==== Given data

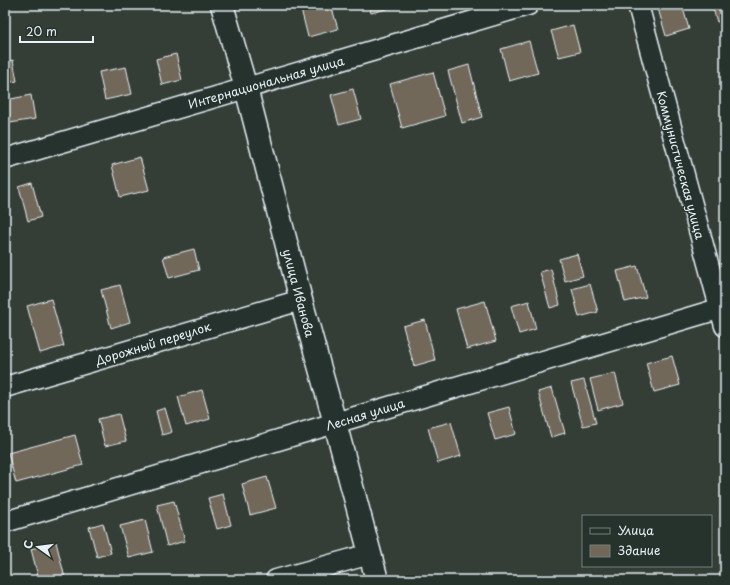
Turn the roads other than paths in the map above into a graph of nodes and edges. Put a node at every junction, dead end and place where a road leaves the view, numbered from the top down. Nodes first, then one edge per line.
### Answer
1 (222, 5) edge
2 (528, 5) edge
3 (638, 5) edge
4 (246, 88) junction
5 (5, 159) edge
6 (300, 300) junction
7 (723, 314) edge
8 (5, 387) edge
9 (335, 423) junction
10 (5, 522) edge
11 (370, 554) junction
12 (276, 580) edge
13 (377, 580) edge

1 - 4 street, улица Иванова
2 - 4 street, Интернациональная улица
3 - 7 street, Коммунистическая улица
4 - 5 street, Интернациональная улица
4 - 6 street, улица Иванова
6 - 8 street, Дорожный переулок
6 - 9 street, улица Иванова
7 - 9 street, Лесная улица
9 - 10 street, Лесная улица
9 - 11 street, улица Иванова
11 - 12 street
11 - 13 street, улица Иванова

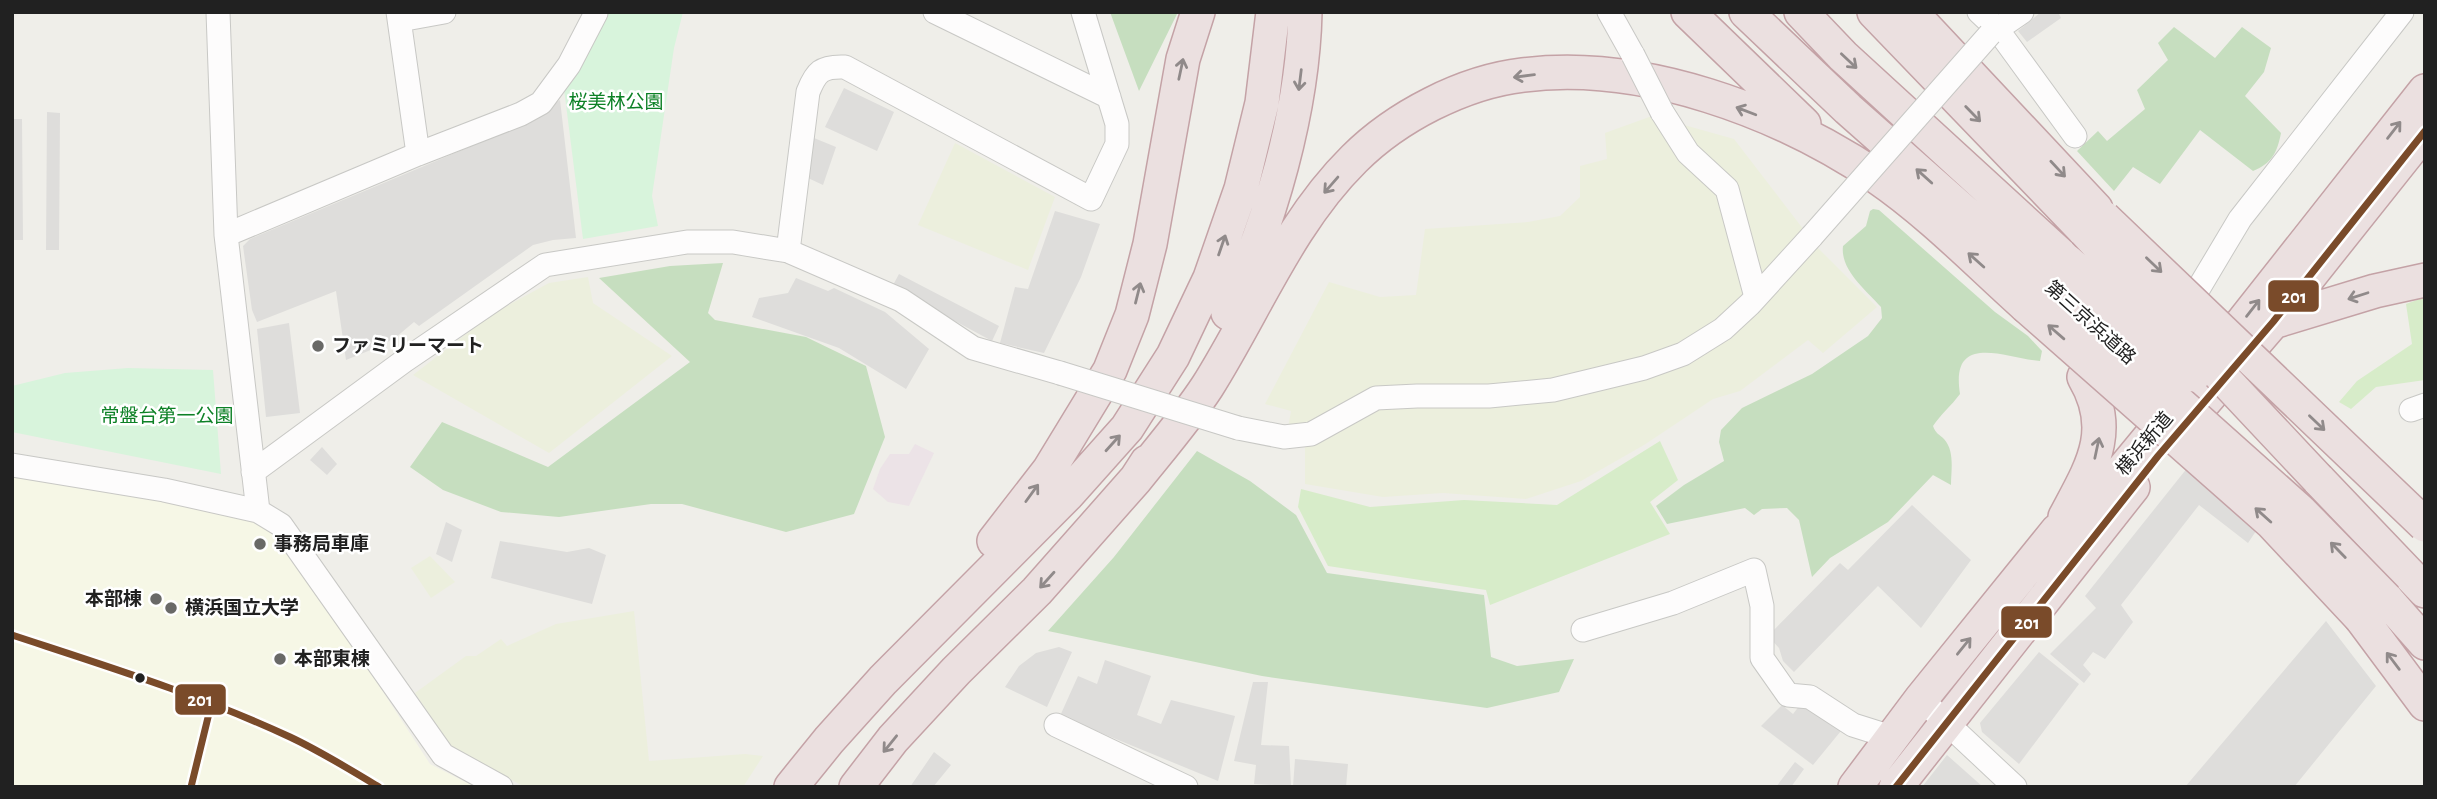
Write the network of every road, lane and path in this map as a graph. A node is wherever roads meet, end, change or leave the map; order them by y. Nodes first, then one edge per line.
1 (218, 12) edge
2 (444, 12) edge
3 (935, 12) edge
4 (1083, 12) edge
5 (1198, 12) edge
6 (1273, 12) edge
7 (1306, 12) edge
8 (1609, 12) edge
9 (1688, 12) edge
10 (1746, 12) edge
11 (1801, 12) edge
12 (1874, 12) edge
13 (1911, 12) edge
14 (1979, 12) edge
15 (2022, 12) edge
16 (2402, 12) edge
17 (596, 13) edge
18 (399, 16) edge
19 (1993, 32) junction
20 (2425, 91) edge
21 (1109, 97) junction
22 (1804, 124) dead end
23 (2425, 131) edge
24 (2075, 136) dead end
25 (418, 154) junction
26 (2095, 224) junction
27 (226, 235) junction
28 (788, 251) junction
29 (2425, 280) edge
30 (2048, 285) junction
31 (1756, 297) junction
32 (2273, 322) junction
33 (2084, 377) dead end
34 (2144, 446) junction
35 (12, 466) edge
36 (253, 472) junction
37 (1136, 479) junction
38 (2318, 479) junction
39 (258, 511) junction
40 (2425, 526) edge
41 (2057, 531) junction
42 (2419, 584) edge
43 (2374, 608) junction
44 (1583, 630) dead end
45 (2425, 643) edge
46 (883, 680) junction
47 (1921, 699) junction
48 (2425, 704) edge
49 (1946, 724) junction
50 (1056, 725) dead end
51 (1891, 737) junction
52 (501, 787) edge
53 (790, 787) edge
54 (856, 787) edge
55 (1186, 787) edge
56 (1855, 787) edge
57 (1896, 787) edge
58 (2015, 787) edge

1 - 27 street
2 - 18 street
3 - 21 street
4 - 21 street
46 -> 5 highway
46 -> 6 highway
7 -> 37 highway
8 - 31 street, bridge
9 - 22 highway
30 -> 10 highway, 第三京浜道路
11 -> 30 highway, 第三京浜道路
12 -> 26 highway
13 -> 26 highway
14 - 19 street
15 - 19 street
16 - 34 street
17 - 25 street
18 - 25 street
19 - 24 street
19 - 31 street, bridge
34 -> 20 highway, 横浜新道
21 - 28 street
23 - 32 highway, 横浜新道
25 - 27 street
26 - 38 highway, bridge
26 -> 40 highway, bridge
27 - 36 street
28 - 31 street, bridge
28 - 36 street
29 -> 32 highway
30 -> 37 highway
30 - 38 highway, 第三京浜道路, bridge
43 -> 30 highway, 第三京浜道路, bridge
32 - 49 highway, 横浜新道
41 -> 33 highway
34 - 41 highway, 横浜新道
35 - 39 street
36 - 39 street
37 -> 54 highway
38 - 42 highway, 第三京浜道路
39 - 52 street
47 -> 41 highway, 横浜新道
43 - 45 highway, 第三京浜道路
48 -> 43 highway
44 - 51 street
46 - 53 highway
47 - 49 street
47 - 51 highway, 横浜新道
49 - 57 highway, 横浜新道
49 - 58 street
50 - 55 street
51 - 56 highway, 横浜新道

========

Problem to solve: Working from the entries above, return all lines that contain "Иванова".

Task result:
1 - 4 street, улица Иванова
4 - 6 street, улица Иванова
6 - 9 street, улица Иванова
9 - 11 street, улица Иванова
11 - 13 street, улица Иванова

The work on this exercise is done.